Core Research Institute of Intelligent Robots, Jeonbuk National University, Jeonju-si, Republic of Korea.
Front Plant Sci. 2023 Aug 9;14:1234616. doi: 10.3389/fpls.2023.1234616. eCollection 2023.
Recent developments in deep learning-based automatic weeding systems have shown promise for unmanned weed eradication. However, accurately distinguishing between crops and weeds in varying field conditions remains a challenge for these systems, as performance deteriorates when applied to new or different fields due to insignificant changes in low-level statistics and a significant gap between training and test data distributions.

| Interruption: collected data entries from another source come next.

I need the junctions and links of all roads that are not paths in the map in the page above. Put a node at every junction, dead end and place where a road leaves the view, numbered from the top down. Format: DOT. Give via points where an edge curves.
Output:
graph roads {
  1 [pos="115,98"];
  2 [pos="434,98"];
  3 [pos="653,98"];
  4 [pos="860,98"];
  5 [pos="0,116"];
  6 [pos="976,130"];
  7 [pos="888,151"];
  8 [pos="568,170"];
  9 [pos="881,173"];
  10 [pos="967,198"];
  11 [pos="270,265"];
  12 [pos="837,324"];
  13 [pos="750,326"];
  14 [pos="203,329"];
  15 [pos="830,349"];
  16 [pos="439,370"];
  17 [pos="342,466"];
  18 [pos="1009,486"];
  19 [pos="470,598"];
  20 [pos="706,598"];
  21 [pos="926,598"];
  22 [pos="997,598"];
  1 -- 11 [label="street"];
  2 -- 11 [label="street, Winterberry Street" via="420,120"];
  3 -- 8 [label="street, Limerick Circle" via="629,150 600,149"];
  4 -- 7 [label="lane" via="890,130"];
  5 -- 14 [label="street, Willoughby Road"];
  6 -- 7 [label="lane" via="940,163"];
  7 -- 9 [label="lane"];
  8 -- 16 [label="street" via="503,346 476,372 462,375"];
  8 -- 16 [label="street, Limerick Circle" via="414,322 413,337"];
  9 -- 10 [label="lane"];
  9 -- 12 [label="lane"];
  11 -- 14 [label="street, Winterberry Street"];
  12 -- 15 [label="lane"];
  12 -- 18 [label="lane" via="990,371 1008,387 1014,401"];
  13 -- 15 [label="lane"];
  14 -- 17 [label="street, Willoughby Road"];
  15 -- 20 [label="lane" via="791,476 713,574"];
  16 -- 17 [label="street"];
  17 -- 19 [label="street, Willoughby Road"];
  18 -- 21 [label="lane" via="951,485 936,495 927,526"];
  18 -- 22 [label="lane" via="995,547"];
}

In this study, we propose an approach based on unsupervised domain adaptation to improve crop-weed recognition in new, unseen fields. Our system addresses this issue by learning to ignore insignificant changes in low-level statistics that cause a decline in performance when applied to new data. The proposed network includes a segmentation module that produces segmentation maps using labeled (training field) data while also minimizing entropy using unlabeled (test field) data simultaneously, and a discriminator module that maximizes the confusion between extracted features from the training and test farm samples. This module uses adversarial optimization to make the segmentation network invariant to changes in the field environment. We evaluated the proposed approach on four different unseen (test) fields and found consistent improvements in performance. These results suggest that the proposed approach can effectively handle changes in new field environments during real field inference.
基于深度学习的自动除草系统的最新进展显示出在无人除草方面的潜力。然而,在不同的田间条件下准确区分作物和杂草对这些系统来说仍然是一个挑战,因为当应用于新的或不同的田地时,由于低层次统计数据的微小变化以及训练数据和测试数据分布之间的显著差距,系统性能会下降。在本研究中,我们提出了一种基于无监督域适应的方法,以提高在新的、未见过的田地里对作物和杂草的识别能力。我们的系统通过学习忽略低层次统计数据中的微小变化来解决这个问题,这些变化在应用于新数据时会导致性能下降。所提出的网络包括一个分割模块,该模块使用标记的(训练田地)数据生成分割图,同时使用未标记的(测试田地)数据最小化熵,以及一个判别器模块,该模块最大化从训练农场样本和测试农场样本中提取的特征之间的混淆度。该模块使用对抗优化使分割网络对田间环境的变化具有不变性。我们在四个不同的未见过的(测试)田地上评估了所提出的方法,发现性能有持续的提升。这些结果表明,所提出的方法在实际田间推理过程中能够有效地应对新田间环境的变化。